Swedish marketing weekly Dagens Media [not online] has done a survey among 50 marketing managers on large companies in Sweden, about how they rate different communications channels. They got to grade their willingness to invest in “untraditional” marketing channels from 1 to 7, the later figure representing the largest interest. Blogs are at the very bottom along with viral marketing (figures for 2005 in brackets).
Market PR 5.4 (5.3)
PR/lobbying 5.2 (5.1)
Internet advertising 5.0 (4.8)
Events 4.9 (4.8)
Search engine advertising 4.6 (3.8)
Email 4.1 (3.9)
Sponsoring 4.0 (3.8)
Action marketing 3.8 (3.6)
Advertorials 3.7 (3.1)
Web tv 3.4 (2.8)
3g/sms/mms 3.3 (2.6)
Own tv productions 2.8 (2.9)
Blogs 2.7 (-)
Viral marketing 2.7 (2.2)
It’s hardly a surprise that blogs rate low if you look at it from an advertising perspective.

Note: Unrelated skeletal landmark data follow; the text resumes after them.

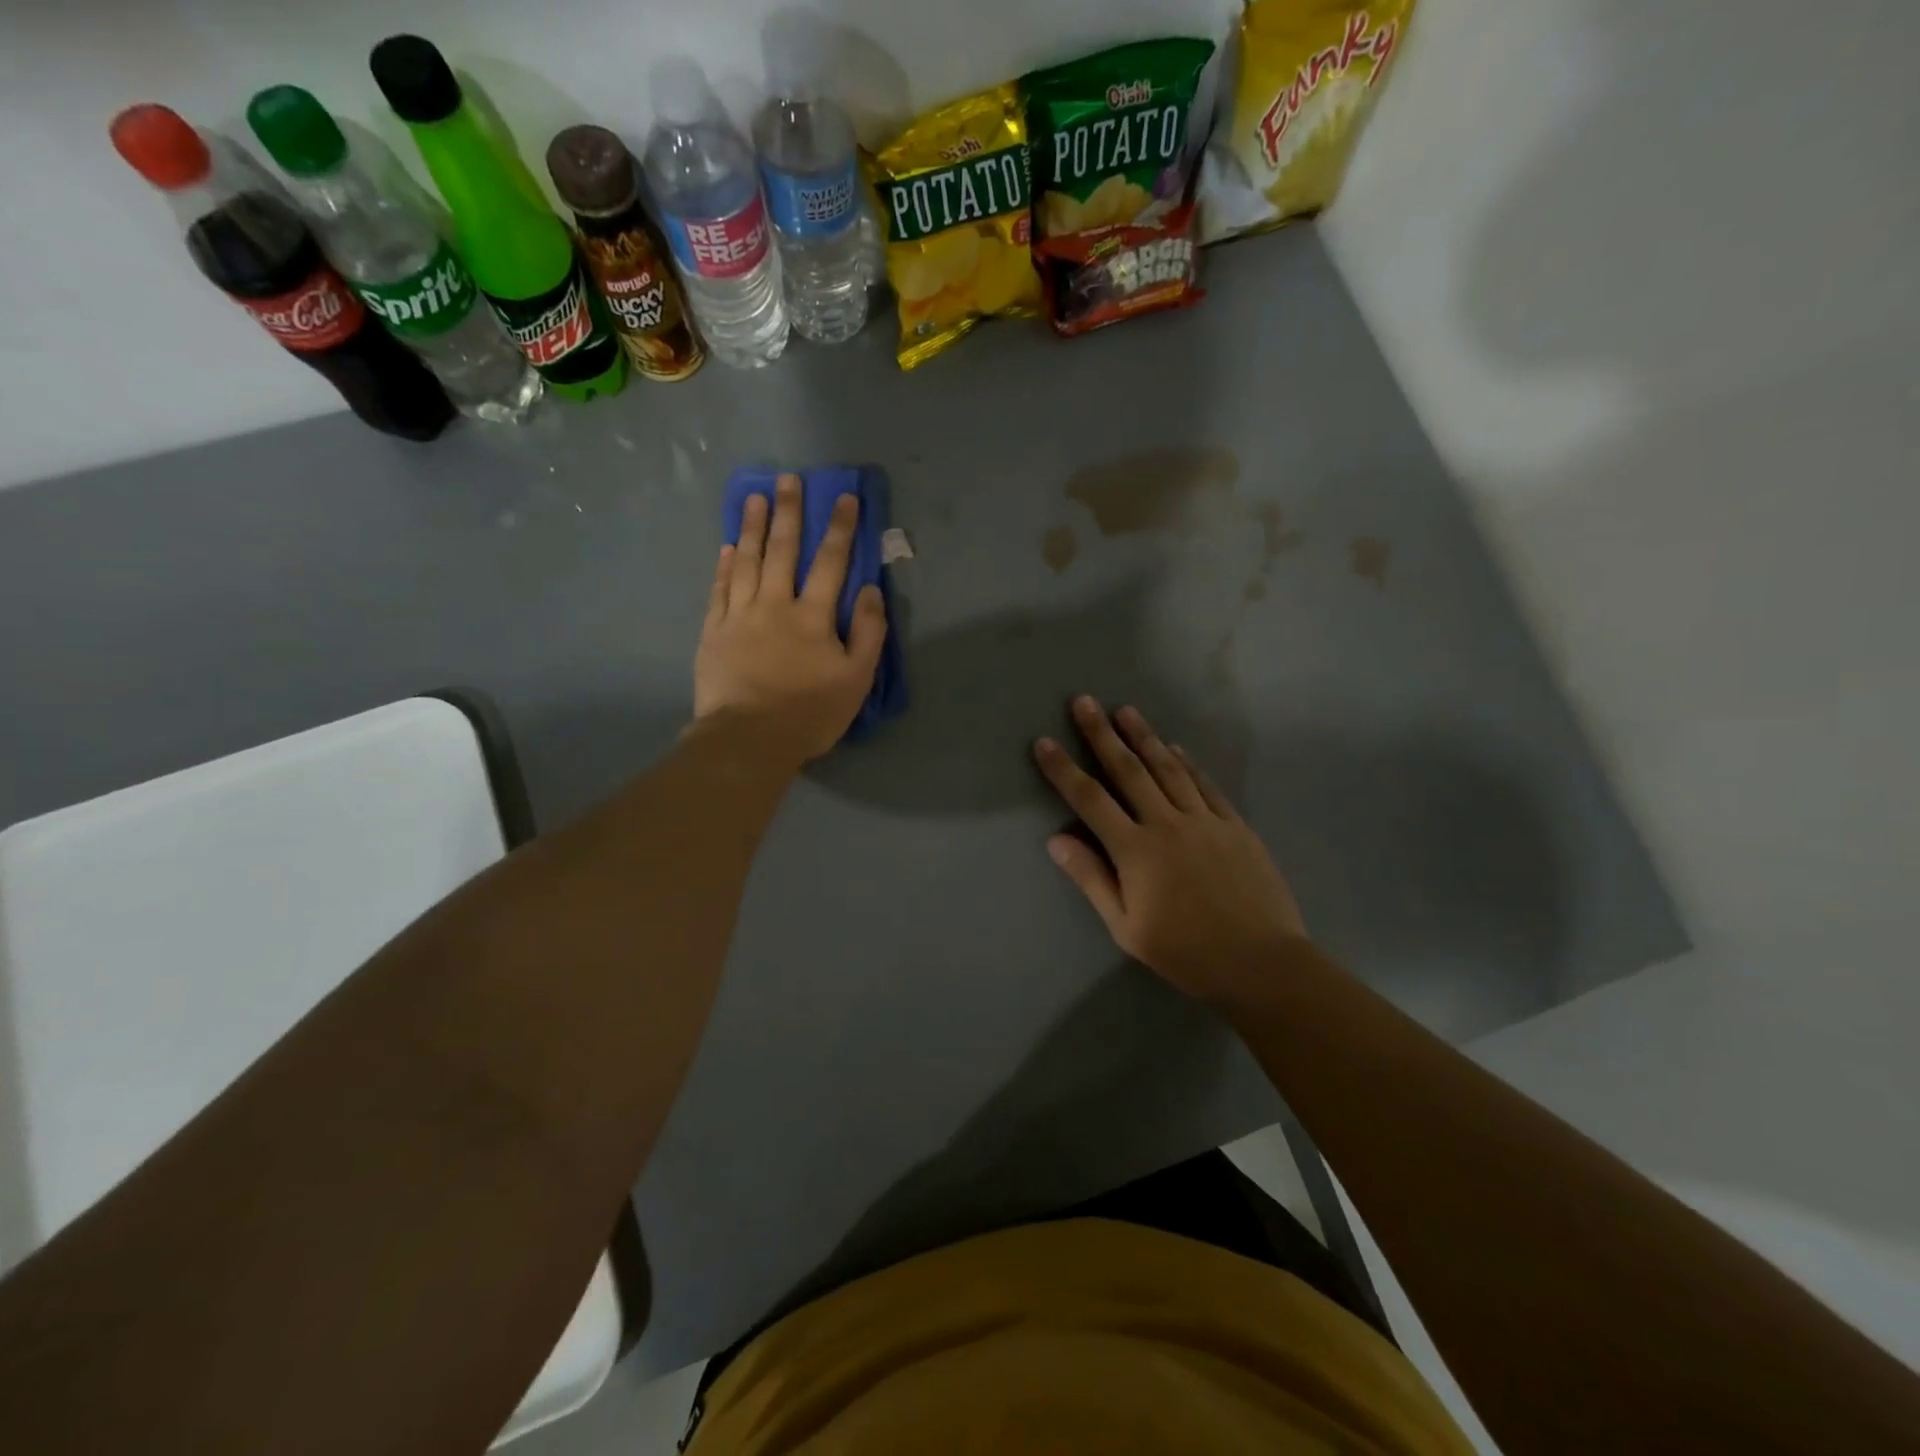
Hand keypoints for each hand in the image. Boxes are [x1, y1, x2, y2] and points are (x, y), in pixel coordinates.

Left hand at [693, 473, 886, 764]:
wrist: (749, 739)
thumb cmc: (810, 713)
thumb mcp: (857, 679)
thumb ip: (868, 633)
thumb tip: (870, 591)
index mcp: (813, 616)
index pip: (831, 563)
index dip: (840, 529)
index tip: (845, 498)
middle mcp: (775, 605)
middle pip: (783, 551)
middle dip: (789, 513)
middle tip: (789, 480)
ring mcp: (740, 616)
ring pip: (747, 562)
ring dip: (753, 528)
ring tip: (756, 498)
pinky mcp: (714, 631)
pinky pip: (720, 589)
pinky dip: (725, 566)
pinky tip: (728, 547)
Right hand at [1034, 698, 1307, 1006]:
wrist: (1261, 962)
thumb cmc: (1185, 952)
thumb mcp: (1126, 926)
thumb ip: (1092, 879)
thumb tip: (1056, 840)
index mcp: (1135, 851)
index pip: (1090, 800)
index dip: (1063, 769)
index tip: (1044, 742)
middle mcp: (1167, 824)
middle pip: (1128, 770)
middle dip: (1102, 734)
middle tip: (1084, 702)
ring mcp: (1205, 820)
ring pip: (1168, 768)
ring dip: (1144, 736)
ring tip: (1125, 710)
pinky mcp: (1235, 826)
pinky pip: (1205, 785)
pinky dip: (1187, 763)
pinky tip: (1175, 748)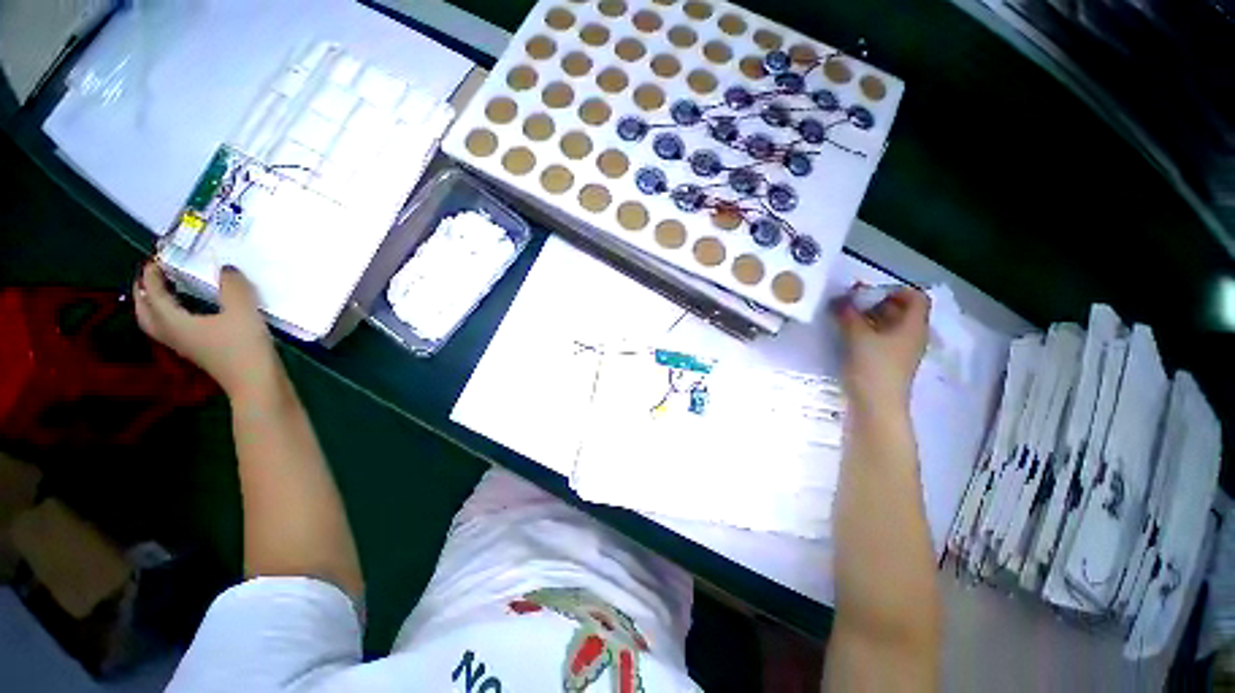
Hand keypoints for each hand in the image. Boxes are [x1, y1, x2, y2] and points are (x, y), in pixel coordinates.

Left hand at [134, 262, 278, 397]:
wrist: (256, 383)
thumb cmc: (244, 347)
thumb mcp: (243, 311)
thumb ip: (233, 286)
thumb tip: (226, 269)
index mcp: (174, 321)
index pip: (153, 293)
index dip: (151, 274)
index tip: (157, 257)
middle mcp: (172, 333)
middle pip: (144, 311)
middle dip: (143, 291)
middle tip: (152, 275)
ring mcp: (184, 345)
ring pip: (155, 322)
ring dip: (153, 305)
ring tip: (165, 291)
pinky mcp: (198, 352)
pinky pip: (172, 329)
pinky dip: (170, 316)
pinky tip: (189, 312)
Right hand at [832, 284, 930, 411]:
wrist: (876, 406)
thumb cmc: (873, 368)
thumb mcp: (858, 337)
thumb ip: (848, 315)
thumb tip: (840, 299)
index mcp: (913, 326)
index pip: (916, 298)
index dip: (895, 290)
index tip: (869, 292)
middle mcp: (912, 336)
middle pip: (902, 311)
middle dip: (877, 303)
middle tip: (852, 302)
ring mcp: (901, 351)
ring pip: (890, 326)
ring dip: (870, 318)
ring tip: (846, 318)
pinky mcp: (888, 363)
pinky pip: (882, 340)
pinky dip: (868, 333)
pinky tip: (848, 335)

Marketing managers are sensitive to the environment in which their brand will be exposed and blogs are by nature difficult to evaluate unless you are very good at cherry-picking. But blog advertising can be inexpensive and have higher click-through rate than other online campaigns. A successful example is how Audi generated 85% of its traffic with the 15% of the overall budget it spent on blog advertising, during the Art of the Heist campaing.
Besides, investing in blogs can of course also include setting up your own corporate blogs. Instead, advertorials are on the rise [shudder] among Swedish marketing managers.

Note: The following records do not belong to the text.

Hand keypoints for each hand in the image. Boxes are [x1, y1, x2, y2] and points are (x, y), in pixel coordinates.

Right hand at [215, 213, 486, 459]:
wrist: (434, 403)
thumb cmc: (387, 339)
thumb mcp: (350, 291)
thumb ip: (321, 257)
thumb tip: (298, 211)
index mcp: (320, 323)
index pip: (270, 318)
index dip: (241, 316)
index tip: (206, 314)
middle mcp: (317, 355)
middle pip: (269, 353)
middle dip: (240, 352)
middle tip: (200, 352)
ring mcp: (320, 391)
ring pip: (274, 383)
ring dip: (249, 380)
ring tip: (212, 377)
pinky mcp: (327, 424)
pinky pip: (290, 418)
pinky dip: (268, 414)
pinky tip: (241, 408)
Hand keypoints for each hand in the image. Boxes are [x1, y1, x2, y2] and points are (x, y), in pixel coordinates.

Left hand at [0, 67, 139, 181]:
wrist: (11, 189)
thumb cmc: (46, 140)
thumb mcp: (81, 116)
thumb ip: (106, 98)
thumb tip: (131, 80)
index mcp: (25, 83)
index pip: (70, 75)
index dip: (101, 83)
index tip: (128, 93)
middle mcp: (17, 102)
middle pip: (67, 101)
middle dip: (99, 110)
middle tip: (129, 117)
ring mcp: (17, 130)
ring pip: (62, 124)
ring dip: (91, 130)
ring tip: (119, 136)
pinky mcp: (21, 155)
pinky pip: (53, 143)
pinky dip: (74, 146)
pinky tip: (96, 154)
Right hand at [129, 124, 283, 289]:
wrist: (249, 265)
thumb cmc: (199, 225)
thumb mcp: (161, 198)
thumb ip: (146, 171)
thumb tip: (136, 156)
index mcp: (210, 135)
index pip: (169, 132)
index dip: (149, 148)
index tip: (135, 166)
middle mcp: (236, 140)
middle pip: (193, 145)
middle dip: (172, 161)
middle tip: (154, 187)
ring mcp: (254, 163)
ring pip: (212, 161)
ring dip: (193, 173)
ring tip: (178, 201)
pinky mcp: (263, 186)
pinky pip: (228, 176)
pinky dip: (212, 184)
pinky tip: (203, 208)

An interesting comparison can be made with this survey of US ad executives by the American Advertising Federation. The respondents “generally have a more positive view of user-generated content sites, like Myspace, YouTube and Facebook, than blogs”:
• While 24% have advertised on a blog and 7% plan to do so in the next year, 19% have advertised on a user-generated content site, and 14% plan to do so in the next year
• Blogs are considered to be relatively riskier than user-generated content sites, with 62% agreeing with the statement that “blogs are too risky to advertised with due to lack of predictability of the editorial environment,” and 53% agreeing with the same statement about user generated content
• 76% were concerned about “the ability to control brand/product image” on blogs, as opposed to 67% for user-generated content sites
• While 70% said that blogs are “useful for niche advertising, but will not have an effect on major accounts,” only 41% agreed with the statement when applied to user-generated content sites
• 91% said that advertisers “should exploit the viral marketing opportunities” of user-generated content sites, while 81% said the same of blogs
In my recent survey (pdf) of 700 Swedish blog readers, 34.2% said that they had ever clicked on an advert on a blog. With better targeting to niche blogs and more knowledge about creative execution, this share should rise.